Monday, March 26, 2007

Sobrino and Balthasar in The Tablet

via dotCommonweal:
"Father Sobrino”, we are told, “reflects the so-called theology of the homo assumptus, which is incompatible with Catholic faith.” Moreover, the Congregation disapproves of Fr Sobrino speaking of the “faith” of Jesus, because: “If Jesus were a believer like ourselves, albeit in an exemplary manner, he would not be able to be the true Revealer showing us the face of the Father”. The issues here are complex, but that assertion is, to say the very least, questionable and its formulation tendentious.
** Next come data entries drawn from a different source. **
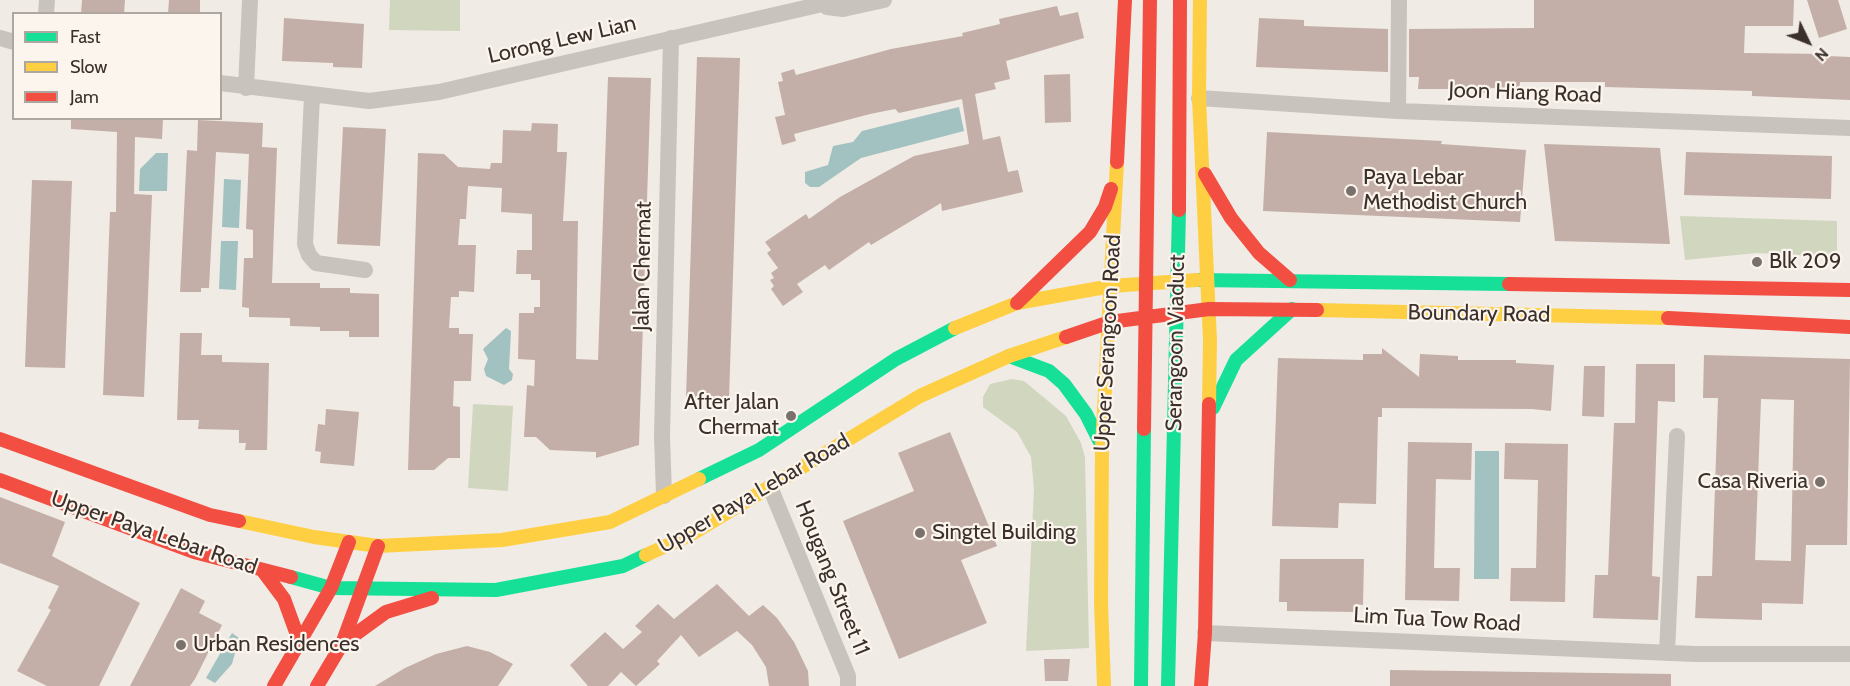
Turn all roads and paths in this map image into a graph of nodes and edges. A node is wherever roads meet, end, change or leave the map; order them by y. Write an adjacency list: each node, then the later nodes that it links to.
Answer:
1 (250, 0): 12 (street)
2 (840, 0): 9 (street, Lorong Lew Lian)
3 (884, 0): 9 (street, Lorong Lew Lian)
4 (1125, 0): 17 (main road, Upper Serangoon Road)
5 (1150, 0): 52 (main road, Serangoon Viaduct)
6 (1180, 0): 53 (main road, Serangoon Viaduct)
7 (1200, 0): 14 (main road)
8 (1399, 0): 15 (street)
9 (820, 6): 10 (street, Lorong Lew Lian)
10 (671, 38): 13 (street, Lorong Lew Lian); 36 (street, Jalan Chermat)
11 (222, 83): 12 (street, Lorong Lew Lian)
12 (246, 88): 13 (street, Lorong Lew Lian)
13 (312, 96): 19 (street)
14 (1199, 98): 15 (street, Joon Hiang Road); 18 (main road)
15 (1398, 111): 16 (street, Joon Hiang Road)
16 (1850, 128)
17 (1117, 168): 22 (main road, Upper Serangoon Road); 24 (main road)
18 (1204, 172): 20 (main road); 21 (main road)
19 (365, 270)
20 (1207, 279): 21 (main road, Boundary Road); 22 (main road, Boundary Road); 25 (main road)
21 (1290, 280): 23 (main road, Boundary Road)
22 (1111, 286): 24 (main road, Upper Paya Lebar Road); 27 (main road, Upper Serangoon Road)
23 (1850, 290)
24 (1017, 303): 36 (main road, Upper Paya Lebar Road)
25 (1209, 309): 26 (main road, Boundary Road); 27 (main road, Boundary Road); 30 (main road)
26 (1292, 309): 28 (main road, Boundary Road); 30 (main road)
27 (1110, 322): 29 (main road, Upper Paya Lebar Road); 33 (main road, Upper Serangoon Road)
28 (1850, 327)
29 (1009, 356): 33 (main road); 35 (main road, Upper Paya Lebar Road)
30 (1209, 417): 43 (main road)
31 (1677, 436): 46 (street)
32 (0, 440): 37 (main road, Upper Paya Lebar Road)
33 (1102, 447): 51 (main road, Upper Serangoon Road)
34 (0, 480): 39 (main road, Upper Paya Lebar Road)
35 (770, 487): 42 (main road, Upper Paya Lebar Road); 50 (street, Hougang Street 11)
36 (664, 496): 38 (main road, Upper Paya Lebar Road)
37 (349, 542): 38 (main road, Upper Paya Lebar Road); 40 (main road)
38 (378, 546): 41 (main road)
39 (263, 571): 40 (main road, Upper Paya Lebar Road); 44 (main road)
40 (331, 588): 41 (main road, Upper Paya Lebar Road); 44 (main road)
41 (361, 588): 42 (main road, Upper Paya Lebar Road); 45 (main road)
42 (496, 590): 45 (main road)
43 (1205, 633): 46 (street, Lim Tua Tow Road); 54 (main road)
44 (300, 643): 48 (main road)
45 (342, 644): 49 (main road)
46 (1667, 652): 47 (street, Lim Tua Tow Road)
47 (1850, 654)
48 (274, 686)
49 (317, 686)
50 (848, 686)
51 (1104, 686)
52 (1141, 686)
53 (1168, 686)
54 (1201, 686)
I chose those last two examples because readers of The Tablet might care to turn to pages 327-8 of Hans Urs von Balthasar, The Glory of the Lord, Volume I: Seeing the Form, where von Balthasar insists that “the man Christ” is “a human being who has been assumed into God” and that he possesses “archetypal faith”.

(Professor) Nicholas Lash

1 comment:

Fred said...

COMMENT COPIED FROM DOT COMMONWEAL:

Posted by Robert Imbelli
on March 26, 2007, 6:34 pm
As Professor Lash rightly says: "The issues here are complex;" and he quotes some phrases from Hans Urs von Balthasar that bear resemblance to points that the CDF finds problematic in the writings of Father Sobrino.

I would extend to readers of dotCommonweal Lash's invitation to consult the cited pages of von Balthasar, lest they obtain from the necessarily brief quotes a misleading sense of Balthasar's Christology.

Thus Balthasar writes on p. 328: "But, as a man assumed into God, Christ necessarily participates in the self-consciousness of the eternal Son in his eternal procession from the Father and his return to him, and this becomes reflected in the human self-consciousness of Christ to the extent that he experiences this self-consciousness of the Son interius intimo suo and that he possesses it by opening himself to it."

Moreover, "because he is genuinely man only as assumed man, he understands even his genuinely human experience of God as an expression and function of his divine person."

For Balthasar the humanity of Christ is uniquely the humanity of the second Person of the Trinity.